**Task directions**
Copy the lines verbatim, beginning with the line that contains "Digitize the connectivity of all" and continuing through the end of the data, and only those lines.
_ _ _ _
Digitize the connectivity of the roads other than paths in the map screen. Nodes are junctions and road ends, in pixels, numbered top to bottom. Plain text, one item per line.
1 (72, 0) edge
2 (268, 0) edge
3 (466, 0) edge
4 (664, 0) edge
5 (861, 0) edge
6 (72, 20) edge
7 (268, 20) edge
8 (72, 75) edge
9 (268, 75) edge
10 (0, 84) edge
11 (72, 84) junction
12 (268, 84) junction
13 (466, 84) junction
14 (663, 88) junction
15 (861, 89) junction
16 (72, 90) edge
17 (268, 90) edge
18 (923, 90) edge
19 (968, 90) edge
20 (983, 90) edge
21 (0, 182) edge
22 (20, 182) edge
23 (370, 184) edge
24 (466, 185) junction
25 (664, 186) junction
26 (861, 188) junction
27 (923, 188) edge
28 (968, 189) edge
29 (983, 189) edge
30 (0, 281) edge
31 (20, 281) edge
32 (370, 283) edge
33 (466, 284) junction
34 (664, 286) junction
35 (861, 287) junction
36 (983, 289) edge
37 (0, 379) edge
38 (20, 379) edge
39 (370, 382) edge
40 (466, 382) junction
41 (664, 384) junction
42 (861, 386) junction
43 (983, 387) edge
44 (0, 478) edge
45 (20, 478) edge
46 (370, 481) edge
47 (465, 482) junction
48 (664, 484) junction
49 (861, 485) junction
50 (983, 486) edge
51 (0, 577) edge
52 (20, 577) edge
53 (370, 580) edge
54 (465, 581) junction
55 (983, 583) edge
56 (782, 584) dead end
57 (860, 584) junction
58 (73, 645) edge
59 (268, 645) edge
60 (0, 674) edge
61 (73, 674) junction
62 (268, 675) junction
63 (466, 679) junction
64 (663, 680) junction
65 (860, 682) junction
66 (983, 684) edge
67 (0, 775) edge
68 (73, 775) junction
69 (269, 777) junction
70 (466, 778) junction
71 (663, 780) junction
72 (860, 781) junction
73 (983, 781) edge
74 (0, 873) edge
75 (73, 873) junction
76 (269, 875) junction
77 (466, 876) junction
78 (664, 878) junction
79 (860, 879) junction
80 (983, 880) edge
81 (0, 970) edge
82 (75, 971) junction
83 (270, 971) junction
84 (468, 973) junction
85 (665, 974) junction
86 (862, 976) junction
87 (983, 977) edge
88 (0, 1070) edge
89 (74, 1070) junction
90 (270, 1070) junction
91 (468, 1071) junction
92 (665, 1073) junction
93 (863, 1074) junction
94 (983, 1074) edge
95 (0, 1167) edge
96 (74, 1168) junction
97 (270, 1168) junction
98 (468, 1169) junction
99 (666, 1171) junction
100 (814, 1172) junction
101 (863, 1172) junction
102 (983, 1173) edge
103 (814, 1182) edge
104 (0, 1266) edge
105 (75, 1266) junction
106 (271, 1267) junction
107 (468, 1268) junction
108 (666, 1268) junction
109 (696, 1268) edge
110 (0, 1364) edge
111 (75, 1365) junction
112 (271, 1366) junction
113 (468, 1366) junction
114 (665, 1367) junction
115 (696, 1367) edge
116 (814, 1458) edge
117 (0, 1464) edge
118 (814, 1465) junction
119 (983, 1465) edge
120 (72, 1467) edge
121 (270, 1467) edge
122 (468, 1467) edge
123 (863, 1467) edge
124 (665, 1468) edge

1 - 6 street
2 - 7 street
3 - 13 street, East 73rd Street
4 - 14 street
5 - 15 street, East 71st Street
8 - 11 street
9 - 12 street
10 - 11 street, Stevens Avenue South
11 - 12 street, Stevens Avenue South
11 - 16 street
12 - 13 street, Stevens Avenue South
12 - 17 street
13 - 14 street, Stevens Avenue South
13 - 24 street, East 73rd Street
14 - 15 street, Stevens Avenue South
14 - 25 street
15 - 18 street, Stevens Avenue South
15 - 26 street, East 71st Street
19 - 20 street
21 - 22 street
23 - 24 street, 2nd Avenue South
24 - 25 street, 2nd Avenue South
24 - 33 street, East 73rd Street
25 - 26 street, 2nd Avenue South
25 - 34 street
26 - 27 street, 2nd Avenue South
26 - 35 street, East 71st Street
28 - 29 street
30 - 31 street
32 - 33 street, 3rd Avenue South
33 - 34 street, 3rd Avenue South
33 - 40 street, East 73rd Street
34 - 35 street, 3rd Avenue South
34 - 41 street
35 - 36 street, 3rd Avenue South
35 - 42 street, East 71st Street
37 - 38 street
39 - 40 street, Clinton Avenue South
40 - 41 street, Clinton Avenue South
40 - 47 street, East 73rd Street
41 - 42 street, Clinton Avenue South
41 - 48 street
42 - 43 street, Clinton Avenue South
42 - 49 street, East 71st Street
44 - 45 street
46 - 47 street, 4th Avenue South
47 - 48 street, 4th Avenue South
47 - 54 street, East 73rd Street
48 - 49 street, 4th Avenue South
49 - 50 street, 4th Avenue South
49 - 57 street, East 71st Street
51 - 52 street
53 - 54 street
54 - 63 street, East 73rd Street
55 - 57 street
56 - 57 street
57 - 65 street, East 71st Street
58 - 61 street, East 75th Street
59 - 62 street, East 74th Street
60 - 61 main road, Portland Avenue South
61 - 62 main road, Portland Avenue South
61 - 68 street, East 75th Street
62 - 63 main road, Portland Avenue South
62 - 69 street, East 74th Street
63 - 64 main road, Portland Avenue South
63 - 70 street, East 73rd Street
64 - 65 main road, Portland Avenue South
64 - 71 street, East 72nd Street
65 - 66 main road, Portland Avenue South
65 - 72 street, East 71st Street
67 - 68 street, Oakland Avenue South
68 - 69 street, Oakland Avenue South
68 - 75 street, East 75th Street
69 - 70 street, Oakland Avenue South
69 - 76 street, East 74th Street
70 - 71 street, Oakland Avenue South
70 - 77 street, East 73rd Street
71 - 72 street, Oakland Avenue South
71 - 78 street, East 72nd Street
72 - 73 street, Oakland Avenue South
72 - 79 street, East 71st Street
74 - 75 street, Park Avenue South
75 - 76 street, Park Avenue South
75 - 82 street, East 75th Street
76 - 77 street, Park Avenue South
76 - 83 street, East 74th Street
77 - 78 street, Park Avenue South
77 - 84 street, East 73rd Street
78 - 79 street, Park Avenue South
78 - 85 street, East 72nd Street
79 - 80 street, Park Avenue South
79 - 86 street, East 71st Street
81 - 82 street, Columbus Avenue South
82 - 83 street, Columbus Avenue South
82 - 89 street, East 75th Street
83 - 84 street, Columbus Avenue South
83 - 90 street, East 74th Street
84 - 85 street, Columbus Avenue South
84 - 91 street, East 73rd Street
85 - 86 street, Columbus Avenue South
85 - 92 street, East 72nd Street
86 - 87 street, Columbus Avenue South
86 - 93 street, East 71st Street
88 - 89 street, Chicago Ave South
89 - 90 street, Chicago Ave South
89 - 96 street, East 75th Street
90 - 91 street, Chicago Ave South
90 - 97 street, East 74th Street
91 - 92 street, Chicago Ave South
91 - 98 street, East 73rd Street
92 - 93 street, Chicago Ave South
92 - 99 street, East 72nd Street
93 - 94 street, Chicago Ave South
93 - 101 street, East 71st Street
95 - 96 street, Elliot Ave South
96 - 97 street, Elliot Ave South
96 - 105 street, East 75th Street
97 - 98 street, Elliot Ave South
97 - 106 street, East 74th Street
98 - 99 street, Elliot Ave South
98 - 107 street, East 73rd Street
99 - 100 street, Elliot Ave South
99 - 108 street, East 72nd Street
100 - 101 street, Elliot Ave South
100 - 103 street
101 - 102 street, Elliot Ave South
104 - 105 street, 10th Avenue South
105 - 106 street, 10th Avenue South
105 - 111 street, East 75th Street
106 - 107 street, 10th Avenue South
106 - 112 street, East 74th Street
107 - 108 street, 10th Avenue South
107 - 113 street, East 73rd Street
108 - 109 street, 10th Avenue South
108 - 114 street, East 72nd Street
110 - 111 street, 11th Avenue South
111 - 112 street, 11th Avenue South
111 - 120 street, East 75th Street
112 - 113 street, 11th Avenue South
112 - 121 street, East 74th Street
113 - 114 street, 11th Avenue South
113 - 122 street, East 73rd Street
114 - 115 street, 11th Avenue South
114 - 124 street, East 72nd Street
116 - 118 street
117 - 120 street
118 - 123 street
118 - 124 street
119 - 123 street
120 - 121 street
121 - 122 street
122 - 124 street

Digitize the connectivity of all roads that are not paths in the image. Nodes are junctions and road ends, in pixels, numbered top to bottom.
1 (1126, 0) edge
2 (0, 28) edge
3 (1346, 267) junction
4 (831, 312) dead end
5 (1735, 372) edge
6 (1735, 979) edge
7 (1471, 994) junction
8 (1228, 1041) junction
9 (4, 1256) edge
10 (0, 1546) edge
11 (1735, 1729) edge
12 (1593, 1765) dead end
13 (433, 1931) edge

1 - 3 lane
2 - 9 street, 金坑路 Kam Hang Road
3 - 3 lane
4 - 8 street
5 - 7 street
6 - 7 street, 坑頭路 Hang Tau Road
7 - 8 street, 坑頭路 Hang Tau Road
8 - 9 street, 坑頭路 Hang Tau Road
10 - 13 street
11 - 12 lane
_ _ _ _
**Solution to this exercise**
Digitize the connectivity of all roads that are not paths in the image. Nodes are junctions and road ends, in pixels, numbered top to bottom.
1 (1126, 0) edge
2 (0, 28) edge
3 (1346, 267) junction
4 (831, 312) dead end
5 (1735, 372) edge
6 (1735, 979) edge
7 (1471, 994) junction
8 (1228, 1041) junction
9 (4, 1256) edge
10 (0, 1546) edge
11 (1735, 1729) edge
12 (1593, 1765) dead end
13 (433, 1931) edge

1 - 3 lane
2 - 9 street, 金坑路 Kam Hang Road
3 - 3 lane
4 - 8 street
5 - 7 street
6 - 7 street, 坑頭路 Hang Tau Road
7 - 8 street, 坑頭路 Hang Tau Road
8 - 9 street, 坑頭路 Hang Tau Road
10 - 13 street
11 - 12 lane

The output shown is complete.